73

11.6K 625 49
                                    

| Kaya |

Çarşamba.

19.30

Gözlerimi gerçeklere kapatmayı seçmiş olsam da içimdeki huzursuzluk bir şekilde onların hala orada bir yerlerde olduğunu hatırlatıyordu. Olduğum yere uymuyordum, kendimi doğum günlerinde sadece masa kalabalık görünsün diye pastanın yanına koyulan meyve kasesi gibi hissediyordum. Görünmez değildim fakat bir işlevim de yoktu ve bulunduğum noktaya iki saniyeden fazla bakan herkes sahnedeki uyumsuzluğu fark ederdi.

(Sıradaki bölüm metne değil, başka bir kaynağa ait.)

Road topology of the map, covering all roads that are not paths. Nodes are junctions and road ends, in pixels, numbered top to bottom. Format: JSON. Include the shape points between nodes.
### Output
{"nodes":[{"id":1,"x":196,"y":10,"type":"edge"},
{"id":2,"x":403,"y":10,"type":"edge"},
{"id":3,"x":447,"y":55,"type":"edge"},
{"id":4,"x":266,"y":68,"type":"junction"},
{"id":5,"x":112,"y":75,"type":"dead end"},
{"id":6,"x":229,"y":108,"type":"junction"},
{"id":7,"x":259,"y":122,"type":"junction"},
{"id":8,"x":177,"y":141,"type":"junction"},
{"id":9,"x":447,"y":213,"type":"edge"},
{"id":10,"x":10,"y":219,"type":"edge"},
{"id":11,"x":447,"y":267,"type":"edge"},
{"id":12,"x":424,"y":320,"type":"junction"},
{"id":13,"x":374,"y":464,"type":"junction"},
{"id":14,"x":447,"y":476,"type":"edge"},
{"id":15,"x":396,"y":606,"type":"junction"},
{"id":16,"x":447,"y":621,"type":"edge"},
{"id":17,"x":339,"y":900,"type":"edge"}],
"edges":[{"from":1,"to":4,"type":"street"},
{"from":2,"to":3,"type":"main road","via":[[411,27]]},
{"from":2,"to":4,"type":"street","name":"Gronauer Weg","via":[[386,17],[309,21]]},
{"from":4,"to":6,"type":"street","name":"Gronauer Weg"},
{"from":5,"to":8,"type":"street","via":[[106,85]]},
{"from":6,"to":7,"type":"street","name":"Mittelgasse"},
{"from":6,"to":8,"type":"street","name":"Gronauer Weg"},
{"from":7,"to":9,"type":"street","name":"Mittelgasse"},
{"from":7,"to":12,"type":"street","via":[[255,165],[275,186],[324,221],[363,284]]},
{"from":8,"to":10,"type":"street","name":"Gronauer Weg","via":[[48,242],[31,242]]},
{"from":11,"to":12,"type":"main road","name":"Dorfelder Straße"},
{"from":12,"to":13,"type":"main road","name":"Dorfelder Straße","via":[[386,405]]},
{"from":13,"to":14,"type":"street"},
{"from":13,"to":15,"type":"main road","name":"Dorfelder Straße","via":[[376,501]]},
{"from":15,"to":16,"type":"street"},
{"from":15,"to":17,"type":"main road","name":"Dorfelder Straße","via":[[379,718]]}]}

Bazı zamanlarda, mesela Doğu'yla başbaşayken, bu histen kaçmak kolaydı ama ailesi işin içine girince panik atağın eşiğine dayanıyordum. Çünkü bana baktığında olamadığım ve olamayacağım bir adamı gördüğünü hatırlıyordum. Ne kadar aksini iddia etsede gözlerindeki perde kalkmadan bunu anlaması imkansızdı. Aynaya baktığımda karşıma çıkan şeyi gördüğünde her şey değişecekti ve içimden bir ses bu aydınlanmanın çok da uzakta olmadığını fısıldıyordu.

Gözlerim masadaki yüzleri çaktırmadan tararken istemsiz bir şekilde ellerimi kotuma sürtmekten avuç içlerim sızlamaya başlamıştı. Annesi dışında herkesle daha önce tanışmıştım ve teoride rahat olmam gerekiyordu. Ama pratikte hiç rahat hissetmiyordum. Aile içi bir mevzuya dahil olmak ciddi bir şeylerin içine atılmışım gibi hissettiriyordu, söz konusu aile içi mevzu bir doğum günü olsa bile.

Gelmemeyi seçebilirdim fakat bir kez daha reddedersem Doğu'yu yine haklı çıkarmış olacaktım. Bir adım bile ilerleyemeyeceğimize olan inancı artacaktı ve olduğumuz yerde saymaktan en az onun kadar sıkılmıştım.

"İyi misin?"

Masanın altından elimi bulup sıkıca kavradığını hissedince diğerlerine bakmayı bırakıp gözlerimi yüzüne çevirdim. O da rahat değildi gözlerindeki tedirgin bakıştan anlayabiliyordum bunu. Başımı sallayarak yalan söylemeyi düşündüm ama yüzündeki ifade bana engel oldu.

"Değilim." dedim kuru, kısık bir sesle. Elimi çevirip parmaklarını benimkilere kenetlerken gözleri yavaşça yüzümde dolaştı.

Tutunabileceğim bir dal bulmanın heyecanıyla parmaklarımızı sıkıca kenetledim ama yetmiyordu.

"Pasta zamanı."

Derin üzerinde mumlar yanan bir pastayla odaya girdiğinde bakışmayı bırakıp gözlerimizi Deha'ya çevirdik. Suratındaki sıkılmış ifadeye bakılırsa kutlama işinin bir an önce bitmesini istiyordu, ki onu yargılayamazdım. Ayağa kalkıp Derin'in yanına geçtikten sonra eğilip hızla mumları üfledi. Doğu elimi yavaşça bırakıp ayağa kalktığında uyuşuk bir şekilde onu takip ettim. Doğum günlerini de sarılmaları da sevmiyordum ama şu an arkamı dönüp kaçabileceğim bir konumda değildim. Bir şekilde alışmam, yumuşamam gerekiyordu. Ama Deha'ya sarılıp "Doğum günün kutlu olsun kardeşim." derken kafamdaki tek düşünce burada ne bok yediğimdi.

Sırıtarak "Sağol abi." dediğini hayal meyal duyabildim.

Kenara çekilip diğerlerinin sarılmasına izin verirken ciğerlerim oksijensizlikten zonklamaya başlamıştı. Gözlerim Doğu'yu bulduğu anda parmağımla yukarıyı işaret edip dudak hareketleriyle "Tuvalet." dedim. Suratındaki gülümseme solup yerini ciddi bir ifadeye bırakırken başını salladı. Kendimi dışarı atıp onun odasına gitmek yerine merdivenleri üçer üçer tırmanarak yukarı çıktım. Kendimi kalabalıktan olabildiğince uzaklaştırmak istiyordum.

Ortak banyoya girip kapıyı kilitledikten sonra klozetin kapağını kapatarak kendimi üzerine bıraktım. Kaldırabileceğimden fazlasını yüklenmiş değildim fakat buna rağmen enerjimin tükendiğini hissediyordum. Aynadaki yansıma bana aitmiş gibi görünmüyordu. Bu kadar solgun görünmemeliydim.